Duelo vecinal en Leiro: a golpes con la silla, un nunchaku y gas pimienta

DECLARACIÓN JUDICIAL

Los dos acusados y los testigos ofrecen versiones dispares de los hechos. La única coincidencia en la declaración de ambas partes es que la relación entre ambos vecinos de Leiro no era demasiado cordial.

Marcial S.M., este martes en la Sección Penal (plaza 2) del Tribunal de Instancia.
Marcial S.M., este martes en la Sección Penal (plaza 2) del Tribunal de Instancia. | M. S.

Pese a los solemnes juramentos invocando a Dios, a santa Elena o la madre de uno de ellos, las versiones para esclarecer la reyerta entre dos vecinos de Leiro, Abilio Manuel T.D.S. y Marcial S.M., resultaron totalmente contradictorias. Esta discrepancia no se limitó a los acusados: las tres testigos -la hermana del primero, una vecina con la que tomaba café y la pareja de Marcial- también ofrecieron relatos opuestos, barriendo cada una para su propia casa durante el juicio celebrado este martes en la Sección Penal del Tribunal de Instancia. La única coincidencia en la declaración de ambas partes es que la relación entre ambos no era demasiado cordial, enturbiada por disputas sobre pasos a fincas y denuncias previas entre ambos “por estupideces” o “por tener trabajadores sin papeles.

Según el fiscal, la disputa, ocurrida a mediados de marzo de 2023 en la localidad de Vieite, escaló rápidamente de las palabras a las manos.
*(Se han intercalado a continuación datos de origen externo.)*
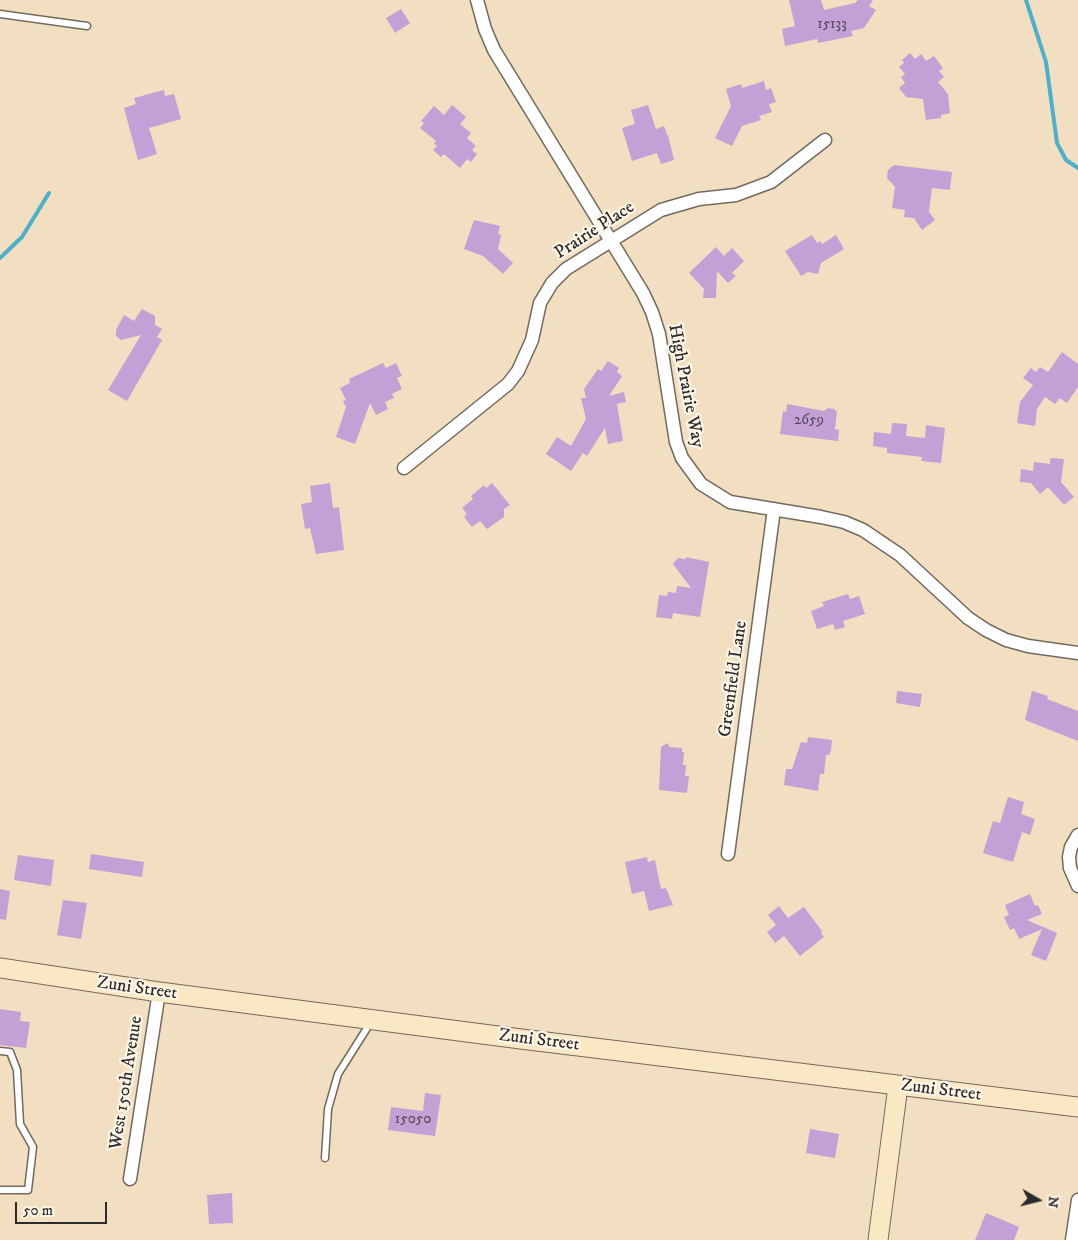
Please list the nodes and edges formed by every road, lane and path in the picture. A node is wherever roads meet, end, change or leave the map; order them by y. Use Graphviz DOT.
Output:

El Ministerio Público sostiene que Abilio propinó varios empujones a Marcial hasta tirarlo al suelo, momento en el que la emprendió a golpes con una silla. Lejos de amedrentarse, “Marcial contraatacó rociando la cara de su vecino con un espray de pimienta para después arrastrarlo por el suelo”.

Las consecuencias de esta mutua agresión resultaron muy dispares, un desequilibrio que se refleja directamente en las penas a las que se enfrentan. Marcial se llevó la peor parte: el ataque le provocó un traumatismo facial, policontusiones y fracturas tanto en la escápula como en la muñeca izquierda (fractura de Colles). Por estos motivos, la Fiscalía acusa a Abilio de un delito de lesiones y solicita para él la pena más alta: un año y tres meses de prisión, además del pago de una indemnización de 1.710 euros a su vecino.

Vino hacia mí como si estuviera poseído, me empujó, caí al suelo y me machacó”, aseguró Marcial, quien lo juró “por dios” y su madre

Por su parte, Abilio apenas sufrió un eritema (enrojecimiento) en la cara y el cuello a causa del espray. Dado el menor alcance de sus heridas, la actuación de Marcial se califica como un delito leve de lesiones, por el que la Acusación Pública pide una condena de 40 días de multa a razón de 8 euros diarios y una indemnización de 150 euros para Abilio.

En su testimonio, Marcial aseguró que no solo fue agredido con la silla, sino que Abilio esgrimió un nunchaku de kárate para infundirle terror. “Había ido con mi pareja para ver unas fincas y, al verme, vino hacia mí como si estuviera poseído y me amenazó de muerte para que nos fuésemos; después me empujó, caí al suelo y me machacó”, relató ante la jueza. Admitió haberlo rociado con el espray para defenderse, pero negó cualquier otra agresión física. “Juro por Dios y por mi madre que no lo toqué”, aseveró. Su pareja, durante su turno en la vista oral, secundó esta versión jurando “por Dios y Santa Elena” que Marcial no agredió al otro inculpado.

En el otro extremo, Abilio Manuel responsabilizó íntegramente a Marcial de la agresión: “Regresaba con mi moto, su coche estaba en mi sitio y enseguida me recriminó quién era yo para hablar con un trabajador suyo -yo lo había denunciado por tener empleados ilegales-. Me echó el espray antivioladores, me cogió por el brazo, lo apretó y caímos los dos y la moto”. Aunque la hermana y la vecina responsabilizaron a la otra parte del ataque, sus relatos estuvieron plagados de imprecisiones sobre cómo presenciaron la pelea y de notables contradicciones respecto a la versión del propio encausado.